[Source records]
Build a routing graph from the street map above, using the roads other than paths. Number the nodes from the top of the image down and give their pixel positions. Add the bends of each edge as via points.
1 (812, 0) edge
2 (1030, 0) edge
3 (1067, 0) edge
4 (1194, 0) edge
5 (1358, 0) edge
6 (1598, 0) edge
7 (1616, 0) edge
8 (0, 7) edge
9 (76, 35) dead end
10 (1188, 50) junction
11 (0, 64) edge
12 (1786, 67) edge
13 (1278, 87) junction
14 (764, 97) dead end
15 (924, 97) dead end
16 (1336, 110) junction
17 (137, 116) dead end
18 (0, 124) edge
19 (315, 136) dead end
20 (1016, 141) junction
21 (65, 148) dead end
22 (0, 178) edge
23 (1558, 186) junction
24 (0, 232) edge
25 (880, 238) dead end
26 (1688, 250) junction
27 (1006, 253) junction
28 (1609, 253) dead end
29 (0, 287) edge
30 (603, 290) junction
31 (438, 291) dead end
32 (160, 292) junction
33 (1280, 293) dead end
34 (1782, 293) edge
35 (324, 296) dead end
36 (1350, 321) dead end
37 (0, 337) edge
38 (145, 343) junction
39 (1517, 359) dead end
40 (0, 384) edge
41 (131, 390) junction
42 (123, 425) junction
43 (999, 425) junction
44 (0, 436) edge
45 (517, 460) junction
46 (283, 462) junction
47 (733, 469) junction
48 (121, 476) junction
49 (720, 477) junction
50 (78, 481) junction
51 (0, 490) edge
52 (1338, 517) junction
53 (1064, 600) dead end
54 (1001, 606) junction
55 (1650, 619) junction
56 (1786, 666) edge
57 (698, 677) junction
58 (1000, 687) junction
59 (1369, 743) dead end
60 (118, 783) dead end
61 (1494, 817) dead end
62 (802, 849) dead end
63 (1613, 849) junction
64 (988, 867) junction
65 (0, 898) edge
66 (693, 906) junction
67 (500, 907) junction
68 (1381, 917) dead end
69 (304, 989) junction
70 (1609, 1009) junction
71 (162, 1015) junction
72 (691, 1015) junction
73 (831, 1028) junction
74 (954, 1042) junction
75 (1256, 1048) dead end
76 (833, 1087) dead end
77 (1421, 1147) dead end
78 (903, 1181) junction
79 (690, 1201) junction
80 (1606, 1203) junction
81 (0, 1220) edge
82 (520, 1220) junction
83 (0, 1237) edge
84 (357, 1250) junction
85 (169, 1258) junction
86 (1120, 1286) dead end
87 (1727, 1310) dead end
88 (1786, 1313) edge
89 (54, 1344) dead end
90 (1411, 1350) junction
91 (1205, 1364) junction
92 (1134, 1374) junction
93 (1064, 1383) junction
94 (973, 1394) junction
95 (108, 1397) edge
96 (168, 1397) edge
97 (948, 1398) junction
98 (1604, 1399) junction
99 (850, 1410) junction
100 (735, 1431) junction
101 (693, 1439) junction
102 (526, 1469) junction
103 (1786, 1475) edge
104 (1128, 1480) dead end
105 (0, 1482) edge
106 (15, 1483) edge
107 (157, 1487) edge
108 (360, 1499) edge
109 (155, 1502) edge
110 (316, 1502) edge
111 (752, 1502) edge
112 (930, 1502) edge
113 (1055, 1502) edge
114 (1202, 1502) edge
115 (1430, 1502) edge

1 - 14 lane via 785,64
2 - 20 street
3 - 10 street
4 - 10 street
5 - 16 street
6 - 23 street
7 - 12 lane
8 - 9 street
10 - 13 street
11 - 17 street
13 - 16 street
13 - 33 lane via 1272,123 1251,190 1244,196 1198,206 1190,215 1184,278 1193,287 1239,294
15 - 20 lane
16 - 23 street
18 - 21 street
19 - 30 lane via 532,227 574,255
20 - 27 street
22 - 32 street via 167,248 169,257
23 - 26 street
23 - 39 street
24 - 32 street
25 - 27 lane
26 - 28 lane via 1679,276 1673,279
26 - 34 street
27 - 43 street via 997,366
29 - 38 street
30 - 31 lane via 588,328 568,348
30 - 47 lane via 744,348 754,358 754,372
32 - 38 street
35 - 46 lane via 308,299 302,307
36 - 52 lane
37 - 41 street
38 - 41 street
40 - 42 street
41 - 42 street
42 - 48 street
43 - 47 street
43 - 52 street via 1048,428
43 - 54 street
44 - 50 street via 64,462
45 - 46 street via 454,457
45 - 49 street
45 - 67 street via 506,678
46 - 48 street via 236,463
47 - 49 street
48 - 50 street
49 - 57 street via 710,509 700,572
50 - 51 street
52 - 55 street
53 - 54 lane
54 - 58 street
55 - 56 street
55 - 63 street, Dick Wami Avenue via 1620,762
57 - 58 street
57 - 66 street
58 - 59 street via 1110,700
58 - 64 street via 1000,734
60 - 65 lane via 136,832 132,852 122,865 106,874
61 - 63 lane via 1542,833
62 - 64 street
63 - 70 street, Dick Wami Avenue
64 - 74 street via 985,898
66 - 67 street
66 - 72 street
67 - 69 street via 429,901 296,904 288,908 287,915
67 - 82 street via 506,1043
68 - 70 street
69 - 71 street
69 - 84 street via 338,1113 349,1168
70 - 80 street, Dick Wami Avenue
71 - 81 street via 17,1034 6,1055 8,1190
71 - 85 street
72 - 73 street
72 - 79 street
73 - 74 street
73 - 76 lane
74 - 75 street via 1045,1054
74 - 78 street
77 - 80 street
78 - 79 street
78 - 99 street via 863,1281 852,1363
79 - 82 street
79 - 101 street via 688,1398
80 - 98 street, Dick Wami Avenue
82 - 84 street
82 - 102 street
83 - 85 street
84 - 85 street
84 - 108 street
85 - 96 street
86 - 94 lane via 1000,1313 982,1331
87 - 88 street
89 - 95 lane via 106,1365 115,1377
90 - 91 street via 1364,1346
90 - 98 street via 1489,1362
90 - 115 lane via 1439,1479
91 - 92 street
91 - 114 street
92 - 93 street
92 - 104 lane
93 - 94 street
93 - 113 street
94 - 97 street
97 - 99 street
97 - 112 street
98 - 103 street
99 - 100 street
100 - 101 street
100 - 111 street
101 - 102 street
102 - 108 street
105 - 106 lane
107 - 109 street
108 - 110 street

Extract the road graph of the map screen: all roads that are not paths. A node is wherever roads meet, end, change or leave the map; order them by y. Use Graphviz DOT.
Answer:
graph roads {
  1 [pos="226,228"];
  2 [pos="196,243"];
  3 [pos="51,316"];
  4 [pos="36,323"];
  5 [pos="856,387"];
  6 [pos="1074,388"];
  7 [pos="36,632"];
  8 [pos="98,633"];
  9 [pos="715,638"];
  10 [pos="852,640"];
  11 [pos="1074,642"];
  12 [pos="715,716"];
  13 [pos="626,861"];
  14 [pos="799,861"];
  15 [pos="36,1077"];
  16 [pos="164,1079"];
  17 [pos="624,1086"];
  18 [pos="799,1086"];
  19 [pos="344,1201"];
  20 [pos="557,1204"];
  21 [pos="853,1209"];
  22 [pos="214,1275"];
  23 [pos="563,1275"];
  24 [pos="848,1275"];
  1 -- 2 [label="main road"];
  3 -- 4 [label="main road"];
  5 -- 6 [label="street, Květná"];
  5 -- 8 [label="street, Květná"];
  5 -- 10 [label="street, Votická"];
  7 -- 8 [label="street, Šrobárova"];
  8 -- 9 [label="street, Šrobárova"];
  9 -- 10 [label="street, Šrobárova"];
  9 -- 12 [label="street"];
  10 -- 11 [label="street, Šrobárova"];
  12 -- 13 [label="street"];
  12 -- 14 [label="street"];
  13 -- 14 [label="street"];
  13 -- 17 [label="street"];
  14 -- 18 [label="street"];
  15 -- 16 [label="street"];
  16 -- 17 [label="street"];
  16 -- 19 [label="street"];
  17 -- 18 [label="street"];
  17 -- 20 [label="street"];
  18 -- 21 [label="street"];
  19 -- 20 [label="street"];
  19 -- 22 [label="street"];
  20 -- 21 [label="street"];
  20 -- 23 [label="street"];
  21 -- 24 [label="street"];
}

Problem description ▸ Look through the entries above. Copy each line in which the string "Avenue" occurs.

Answer to this exercise ▸
55 - 63 street, Dick Wami Avenue via 1620,762
63 - 70 street, Dick Wami Avenue
70 - 80 street, Dick Wami Avenue
80 - 98 street, Dick Wami Avenue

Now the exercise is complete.